▸ **EXERCISE DETAILS**
Can you retype only the lines from the one with "ctx.fillText('Need Help?', 2211, 746)" through the final line of the material, exactly as given?

▸ **MATERIAL PROVIDED**
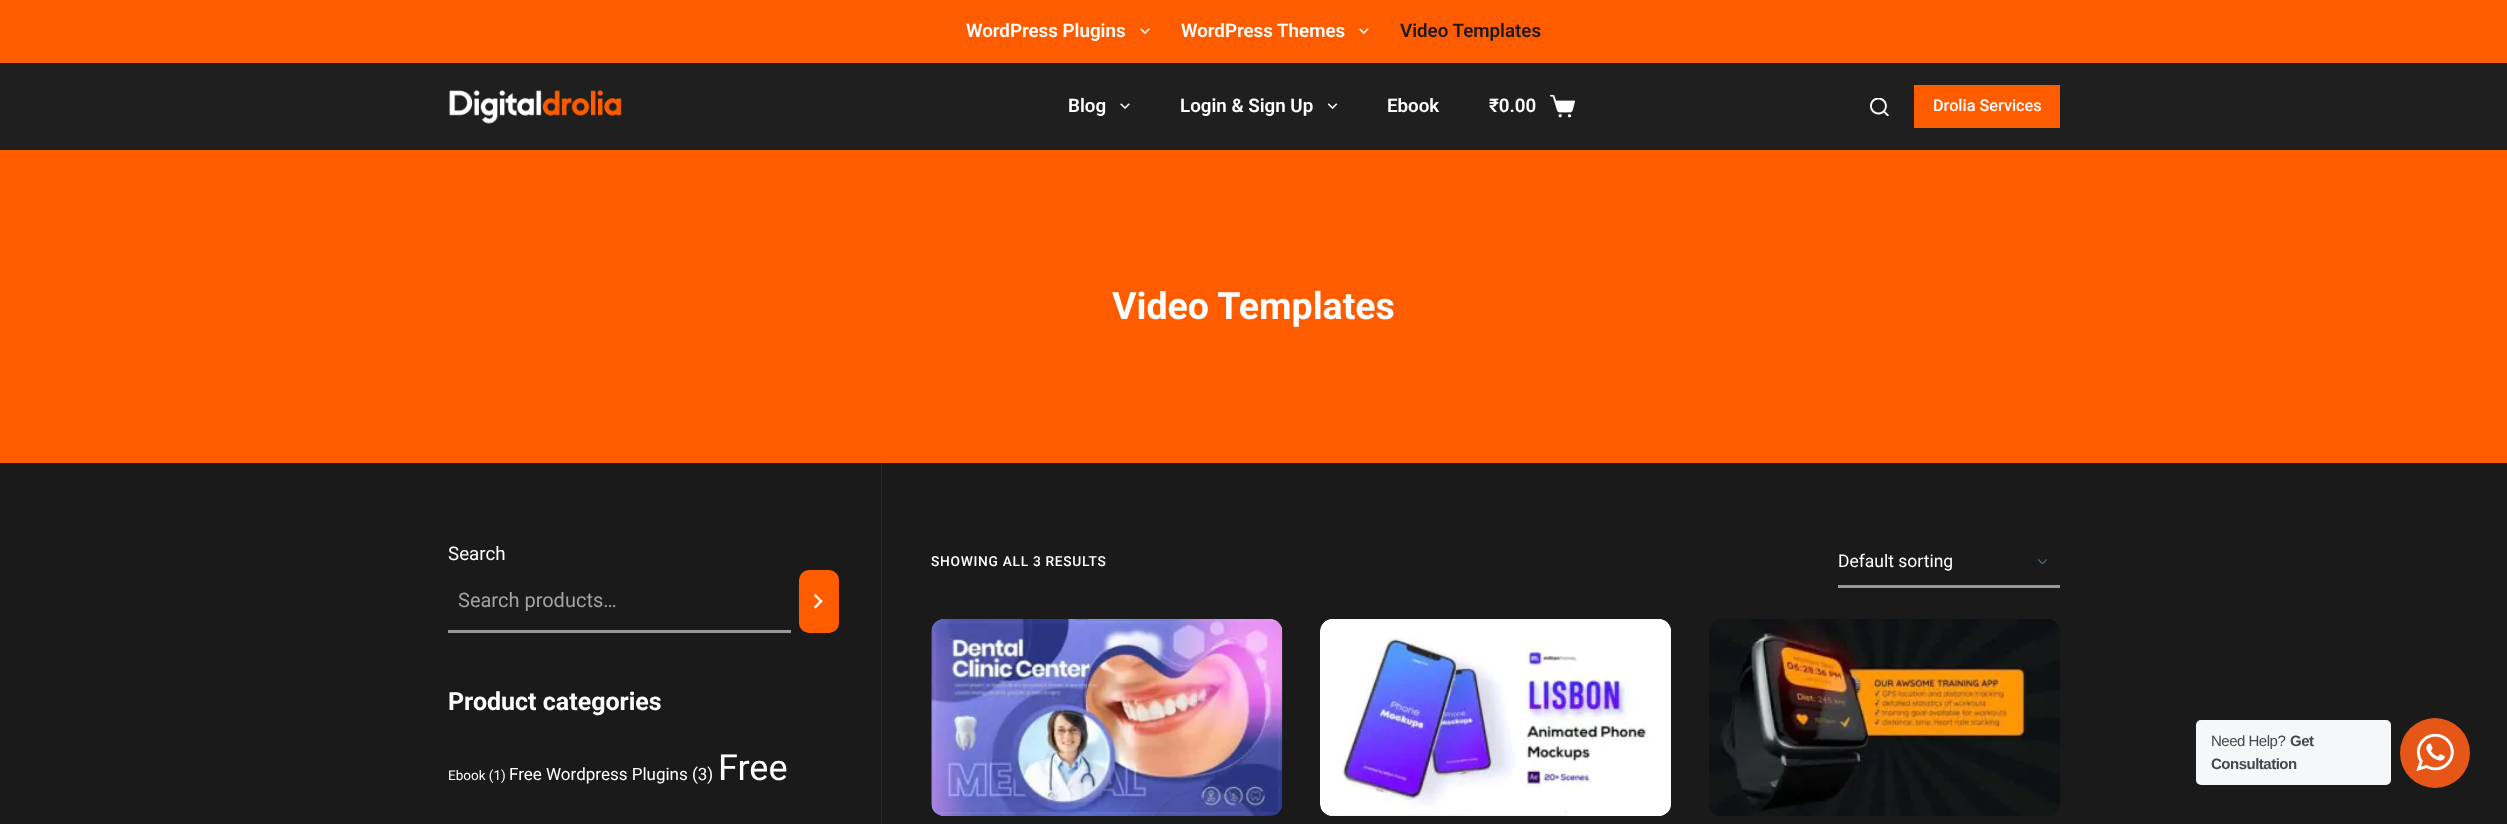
async function draw(canvas) {
  canvas.width = 2507
  canvas.height = 824
  const ctx = canvas.getContext('2d')
  ctx.miterLimit = 4
  ctx.fontKerning = 'normal'
  async function loadImage(src) {
    const img = new Image()
    img.src = src
    await img.decode()
    return img
  }

  ctx.fillStyle = '#1a1a1a'
  ctx.fillRect(0, 0, 2507, 824)
  ctx.fillStyle = '#ff5c00'
  ctx.fillRect(0, 0, 2507, 63)
  ctx.font = '600 18.75px Roboto'
  ctx.fillStyle = '#fff'
  ctx.fillText('WordPress Plugins', 966, 37)
  ctx.drawImage(await loadImage('image0.png'), 1140, 28, 10, 6)
  ctx.fillText('WordPress Themes', 1181, 37)
  ctx.drawImage(await loadImage('image1.png'), 1359, 28, 10, 6)
  ctx.fillStyle = '#1a1a1a'
  ctx.fillText('Video Templates', 1400, 37)
  ctx.fillStyle = '#1f1f1f'
  ctx.fillRect(0, 63, 2507, 87)
  ctx.drawImage(await loadImage('image2.png'), 449, 90, 173, 34)
  ctx.fillStyle = '#fff'
  ctx.fillText('Blog', 1068, 112)
  ctx.drawImage(await loadImage('image3.png'), 1120, 103, 10, 6)
  ctx.fillText('Login & Sign Up', 1180, 112)
  ctx.drawImage(await loadImage('image4.png'), 1328, 103, 10, 6)
  ctx.fillText('Ebook', 1387, 112)
  ctx.fillText('₹0.00', 1489, 112)
  ctx.drawImage(await loadImage('image5.png'), 1550, 94, 25, 24)
  ctx.drawImage(await loadImage('image6.png'), 1870, 98, 19, 18)
  ctx.fillStyle = '#ff5c00'
  ctx.fillRect(1914, 85, 146, 43)
  ctx.font = '500 16.25px Roboto'
  ctx.fillStyle = '#fff'
  ctx.fillText('Drolia Services', 1933, 111)
  ctx.fillStyle = '#ff5c00'
  ctx.fillRect(0, 150, 2507, 313)
  ctx.font = 'bold 37.5px Roboto'
  ctx.fillStyle = '#fff'
  ctx.fillText('Video Templates', 1112, 319)
  ctx.font = '18.75px Roboto'
  ctx.fillText('Search', 448, 560)
  ctx.fillStyle = '#999'
  ctx.fillRect(448, 630, 343, 3)
  ctx.font = '20px Roboto'
  ctx.fillStyle = '#a3a3a3'
  ctx.fillText('Search products…', 458, 607)
  ctx.fillStyle = '#ff5c00'
  ctx.beginPath()
  ctx.roundRect(799, 570, 40, 63, 10)
  ctx.fill()
  ctx.drawImage(await loadImage('image7.png'), 814, 593, 9, 16)
  ctx.font = 'bold 25px Roboto'
  ctx.fillStyle = '#fff'
  ctx.fillText('Product categories', 448, 710)
  ctx.font = '13.5px Roboto'
  ctx.fillText('Ebook (1)', 448, 780)
  ctx.font = '17px Roboto'
  ctx.fillText('Free Wordpress Plugins (3)', 509, 780)
  ctx.font = '36px Roboto'
  ctx.fillText('Free', 718, 780)
  ctx.fillStyle = '#292929'
  ctx.fillRect(881, 463, 1, 361)
  ctx.letterSpacing = '0.7px'
  ctx.font = '500 13.75px Roboto'
  ctx.fillStyle = '#fff'
  ctx.fillText('SHOWING ALL 3 RESULTS', 931, 566)
  ctx.drawImage(await loadImage('image8.png'), 2038, 559, 10, 5)
  ctx.fillStyle = '#999'
  ctx.fillRect(1838, 585, 222, 3)
  ctx.letterSpacing = '0px'
  ctx.font = '17.5px Roboto'
  ctx.fillStyle = '#fff'
  ctx.fillText('Default sorting', 1838, 567)
  ctx.drawImage(await loadImage('image9.png'), 931, 619, 352, 197)
  ctx.drawImage(await loadImage('image10.png'), 1320, 619, 351, 197)
  ctx.drawImage(await loadImage('image11.png'), 1709, 619, 351, 197)
  ctx.fillStyle = '#f5f7f9'
  ctx.beginPath()
  ctx.roundRect(2196, 720, 195, 65, 5)
  ctx.fill()
  ctx.letterSpacing = '-0.5px'
  ctx.font = '15px Liberation Sans'
  ctx.fillStyle = '#43474e'
  ctx.fillText('Need Help?', 2211, 746)
  ctx.font = 'bold 15px Liberation Sans'
  ctx.fillText('Get', 2290, 746)
  ctx.fillText('Consultation', 2211, 769)
  ctx.fillStyle = '#e65616'
  ctx.beginPath()
  ctx.arc(2435, 753, 35, 0, 2 * Math.PI)
  ctx.fill()
  ctx.drawImage(await loadImage('image12.png'), 2416, 734, 38, 37)
}

draw(document.querySelector('canvas'))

▸ **OUTPUT**
  ctx.fillText('Need Help?', 2211, 746)
  ctx.font = 'bold 15px Liberation Sans'
  ctx.fillText('Get', 2290, 746)
  ctx.fillText('Consultation', 2211, 769)
  ctx.fillStyle = '#e65616'
  ctx.beginPath()
  ctx.arc(2435, 753, 35, 0, 2 * Math.PI)
  ctx.fill()
  ctx.drawImage(await loadImage('image12.png'), 2416, 734, 38, 37)
}

draw(document.querySelector('canvas'))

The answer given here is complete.